LA Is The City Of ANGELs

Author: WakenPayne from Valhalla
31 October 2010

After Angel has left Sunnydale he comes to LA. He finds out that LA is not only about stars and money. When he meets Doyle and Cordelia they decide to start a service to "protect the helpless". Before BtVS I Went To Check Out Angel Because I Heared It Was One Of The Few Spin-Off's That Are Better Than The Original...& After Seeing Angel Seasons 1, 2, 3 & Most Of 5 & A Little Of Season 4 & Buffy Seasons 1, 2, 3, 4, 5, 6 & The First 7 Episodes & The Last Episode Of Season 7 I Agree. Angel Is One Of Those Spin-Off's That You Don't Have To Watch The Original To Get It But If You Do Watch The Original It Would Be A Better Series.
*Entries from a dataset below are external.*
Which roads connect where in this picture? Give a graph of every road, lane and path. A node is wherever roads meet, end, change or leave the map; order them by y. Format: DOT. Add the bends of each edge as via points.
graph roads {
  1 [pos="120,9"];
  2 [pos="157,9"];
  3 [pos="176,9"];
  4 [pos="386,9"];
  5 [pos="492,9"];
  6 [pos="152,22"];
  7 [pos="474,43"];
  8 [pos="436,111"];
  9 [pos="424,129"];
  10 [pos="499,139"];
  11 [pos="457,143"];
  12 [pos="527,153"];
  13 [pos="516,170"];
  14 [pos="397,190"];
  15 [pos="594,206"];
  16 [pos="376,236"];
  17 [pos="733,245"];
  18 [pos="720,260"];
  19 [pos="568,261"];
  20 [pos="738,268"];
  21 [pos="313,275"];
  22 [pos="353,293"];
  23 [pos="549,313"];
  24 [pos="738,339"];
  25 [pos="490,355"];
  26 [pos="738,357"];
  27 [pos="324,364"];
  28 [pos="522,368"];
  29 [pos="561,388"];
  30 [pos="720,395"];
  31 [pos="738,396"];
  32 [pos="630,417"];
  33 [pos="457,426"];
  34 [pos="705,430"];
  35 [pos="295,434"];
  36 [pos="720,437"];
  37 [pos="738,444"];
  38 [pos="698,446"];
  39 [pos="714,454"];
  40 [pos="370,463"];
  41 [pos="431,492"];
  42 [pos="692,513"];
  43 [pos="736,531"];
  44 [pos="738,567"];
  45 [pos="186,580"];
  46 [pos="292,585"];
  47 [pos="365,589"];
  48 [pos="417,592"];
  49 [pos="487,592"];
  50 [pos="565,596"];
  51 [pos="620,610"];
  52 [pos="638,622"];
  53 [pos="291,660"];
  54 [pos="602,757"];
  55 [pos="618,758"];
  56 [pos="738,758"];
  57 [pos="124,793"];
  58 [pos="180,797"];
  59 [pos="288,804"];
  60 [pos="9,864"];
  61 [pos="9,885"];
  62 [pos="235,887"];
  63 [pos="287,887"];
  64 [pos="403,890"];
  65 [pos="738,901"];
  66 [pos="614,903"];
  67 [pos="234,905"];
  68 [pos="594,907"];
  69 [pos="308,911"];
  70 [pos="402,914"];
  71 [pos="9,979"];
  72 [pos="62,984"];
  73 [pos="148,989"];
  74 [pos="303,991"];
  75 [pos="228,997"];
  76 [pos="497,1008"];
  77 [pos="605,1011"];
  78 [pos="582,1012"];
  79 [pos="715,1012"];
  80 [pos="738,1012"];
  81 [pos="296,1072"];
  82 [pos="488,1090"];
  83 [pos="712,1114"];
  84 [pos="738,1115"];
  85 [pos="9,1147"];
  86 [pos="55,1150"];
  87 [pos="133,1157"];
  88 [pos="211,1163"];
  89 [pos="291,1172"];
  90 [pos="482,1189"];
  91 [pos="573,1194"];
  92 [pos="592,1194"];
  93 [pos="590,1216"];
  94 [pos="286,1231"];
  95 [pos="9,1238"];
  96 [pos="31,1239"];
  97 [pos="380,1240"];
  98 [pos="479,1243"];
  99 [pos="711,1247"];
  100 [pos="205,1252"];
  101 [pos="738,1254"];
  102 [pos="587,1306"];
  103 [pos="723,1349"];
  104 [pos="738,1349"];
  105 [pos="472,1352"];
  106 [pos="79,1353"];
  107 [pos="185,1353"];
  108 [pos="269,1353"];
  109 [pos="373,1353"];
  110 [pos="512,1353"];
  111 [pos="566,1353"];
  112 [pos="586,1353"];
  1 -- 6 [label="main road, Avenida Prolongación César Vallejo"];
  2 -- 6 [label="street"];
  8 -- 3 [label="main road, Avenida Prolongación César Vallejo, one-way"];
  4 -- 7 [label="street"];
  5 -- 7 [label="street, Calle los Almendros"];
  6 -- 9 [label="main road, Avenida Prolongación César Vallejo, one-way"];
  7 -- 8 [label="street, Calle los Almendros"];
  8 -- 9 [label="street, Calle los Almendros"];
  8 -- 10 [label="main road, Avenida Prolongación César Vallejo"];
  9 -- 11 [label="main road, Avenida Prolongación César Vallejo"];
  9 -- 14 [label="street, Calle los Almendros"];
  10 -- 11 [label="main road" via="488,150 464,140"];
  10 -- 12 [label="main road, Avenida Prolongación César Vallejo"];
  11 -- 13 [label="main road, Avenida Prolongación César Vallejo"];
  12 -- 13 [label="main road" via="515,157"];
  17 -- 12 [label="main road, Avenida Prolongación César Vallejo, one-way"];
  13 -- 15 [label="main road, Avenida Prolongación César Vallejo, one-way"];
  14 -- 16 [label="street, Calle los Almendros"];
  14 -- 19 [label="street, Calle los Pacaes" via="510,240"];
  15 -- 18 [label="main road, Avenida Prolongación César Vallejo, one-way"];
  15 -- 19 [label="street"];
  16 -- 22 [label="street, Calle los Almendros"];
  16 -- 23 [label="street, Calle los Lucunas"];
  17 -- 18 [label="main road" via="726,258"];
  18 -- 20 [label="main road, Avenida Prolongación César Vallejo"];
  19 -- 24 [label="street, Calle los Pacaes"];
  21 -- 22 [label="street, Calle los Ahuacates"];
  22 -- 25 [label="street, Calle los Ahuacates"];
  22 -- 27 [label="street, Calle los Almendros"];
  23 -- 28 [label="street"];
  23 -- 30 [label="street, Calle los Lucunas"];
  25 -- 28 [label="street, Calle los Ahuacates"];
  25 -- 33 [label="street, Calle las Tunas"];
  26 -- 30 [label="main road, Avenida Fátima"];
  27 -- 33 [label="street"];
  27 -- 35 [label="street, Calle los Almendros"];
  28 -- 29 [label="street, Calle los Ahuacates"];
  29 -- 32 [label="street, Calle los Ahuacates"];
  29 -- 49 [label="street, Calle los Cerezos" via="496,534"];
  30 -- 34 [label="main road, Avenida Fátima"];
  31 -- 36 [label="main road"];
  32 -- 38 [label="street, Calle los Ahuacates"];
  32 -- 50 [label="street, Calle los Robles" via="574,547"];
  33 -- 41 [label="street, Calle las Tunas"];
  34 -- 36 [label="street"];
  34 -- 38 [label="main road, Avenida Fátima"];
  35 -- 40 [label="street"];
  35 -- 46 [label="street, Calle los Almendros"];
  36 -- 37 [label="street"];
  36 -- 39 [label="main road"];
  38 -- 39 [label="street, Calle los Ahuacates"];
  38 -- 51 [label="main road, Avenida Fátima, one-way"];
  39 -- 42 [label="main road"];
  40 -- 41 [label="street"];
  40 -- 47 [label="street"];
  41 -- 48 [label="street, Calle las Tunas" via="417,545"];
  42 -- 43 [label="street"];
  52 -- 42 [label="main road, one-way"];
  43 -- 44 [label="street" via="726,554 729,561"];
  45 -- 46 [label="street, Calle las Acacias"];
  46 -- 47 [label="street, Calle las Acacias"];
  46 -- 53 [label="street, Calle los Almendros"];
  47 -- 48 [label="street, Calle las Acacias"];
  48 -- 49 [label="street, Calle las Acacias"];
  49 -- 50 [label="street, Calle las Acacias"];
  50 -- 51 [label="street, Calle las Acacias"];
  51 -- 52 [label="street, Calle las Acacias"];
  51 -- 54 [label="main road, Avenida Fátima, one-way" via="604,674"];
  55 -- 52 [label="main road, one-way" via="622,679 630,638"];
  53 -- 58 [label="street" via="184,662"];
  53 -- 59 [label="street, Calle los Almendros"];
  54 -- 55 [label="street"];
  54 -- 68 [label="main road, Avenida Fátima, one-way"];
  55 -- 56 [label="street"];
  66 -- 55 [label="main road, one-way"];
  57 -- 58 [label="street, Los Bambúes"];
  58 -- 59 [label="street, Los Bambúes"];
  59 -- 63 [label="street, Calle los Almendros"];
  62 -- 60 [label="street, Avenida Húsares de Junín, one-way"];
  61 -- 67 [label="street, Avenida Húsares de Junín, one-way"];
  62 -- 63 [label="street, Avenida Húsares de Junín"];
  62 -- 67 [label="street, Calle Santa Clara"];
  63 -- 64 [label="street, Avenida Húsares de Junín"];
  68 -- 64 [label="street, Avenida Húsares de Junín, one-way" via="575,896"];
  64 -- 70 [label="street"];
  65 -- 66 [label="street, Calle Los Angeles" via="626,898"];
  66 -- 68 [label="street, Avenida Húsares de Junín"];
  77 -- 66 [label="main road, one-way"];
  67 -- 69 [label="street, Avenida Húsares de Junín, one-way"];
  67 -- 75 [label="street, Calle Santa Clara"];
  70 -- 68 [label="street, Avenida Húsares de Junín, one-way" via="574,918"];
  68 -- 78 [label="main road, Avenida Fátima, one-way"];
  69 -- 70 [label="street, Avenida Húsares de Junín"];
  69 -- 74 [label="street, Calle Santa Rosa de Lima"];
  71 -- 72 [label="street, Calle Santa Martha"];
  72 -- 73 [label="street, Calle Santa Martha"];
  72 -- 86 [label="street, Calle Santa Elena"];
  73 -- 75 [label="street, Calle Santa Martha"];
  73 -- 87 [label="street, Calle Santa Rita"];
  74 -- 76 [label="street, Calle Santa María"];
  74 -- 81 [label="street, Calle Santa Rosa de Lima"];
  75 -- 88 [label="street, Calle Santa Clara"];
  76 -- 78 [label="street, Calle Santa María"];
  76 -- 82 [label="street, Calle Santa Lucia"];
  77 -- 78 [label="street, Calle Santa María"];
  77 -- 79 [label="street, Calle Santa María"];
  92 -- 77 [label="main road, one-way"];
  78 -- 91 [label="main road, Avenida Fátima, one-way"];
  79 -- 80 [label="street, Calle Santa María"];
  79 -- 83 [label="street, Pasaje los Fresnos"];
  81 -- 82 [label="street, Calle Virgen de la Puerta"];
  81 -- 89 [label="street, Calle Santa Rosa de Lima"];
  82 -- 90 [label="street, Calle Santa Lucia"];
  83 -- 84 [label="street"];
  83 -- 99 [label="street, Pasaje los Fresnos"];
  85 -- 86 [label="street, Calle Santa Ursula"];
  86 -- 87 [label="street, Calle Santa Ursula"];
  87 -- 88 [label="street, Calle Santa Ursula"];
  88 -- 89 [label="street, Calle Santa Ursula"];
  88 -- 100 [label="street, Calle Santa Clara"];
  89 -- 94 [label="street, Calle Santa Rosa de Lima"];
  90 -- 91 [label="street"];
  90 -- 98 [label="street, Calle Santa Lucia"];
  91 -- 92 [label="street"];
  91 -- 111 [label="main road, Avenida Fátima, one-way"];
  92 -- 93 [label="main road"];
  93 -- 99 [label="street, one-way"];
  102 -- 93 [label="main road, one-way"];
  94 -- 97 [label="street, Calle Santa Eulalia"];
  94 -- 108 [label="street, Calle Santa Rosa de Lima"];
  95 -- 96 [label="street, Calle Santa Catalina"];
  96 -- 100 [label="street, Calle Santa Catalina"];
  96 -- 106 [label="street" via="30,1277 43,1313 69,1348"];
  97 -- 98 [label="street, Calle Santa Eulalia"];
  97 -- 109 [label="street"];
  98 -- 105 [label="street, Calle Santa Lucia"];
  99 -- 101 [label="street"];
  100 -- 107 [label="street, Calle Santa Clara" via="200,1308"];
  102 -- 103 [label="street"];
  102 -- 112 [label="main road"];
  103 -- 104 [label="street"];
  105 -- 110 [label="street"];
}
I Also Liked Doyle Replacing Whistler Because It Would Be One Of The Other Spin-Offs Where You Have To Watch The Original To Understand It. Angel To Be Honest Was My Favourite Character Of Buffy So When He Left I Had To Find Someone Else & I Chose Spike Who Came In Season 5 As A Main Cast Member. This Is Simply The Best Pilot I Have Ever Seen The Follow Up Is HIMYM Pilot. The Introduction To Wolfram & Hart Is Straight Forward & Simple & When I First Saw This I Wasn't A Cordelia Fan But I Grew To Like Her & This Was The First Time I Ever Saw David Boreanaz In A Role & He Became My Favourite Actor Within Minutes & Glenn Quinn Amazed Me As Doyle. All In All An Amazing Pilot.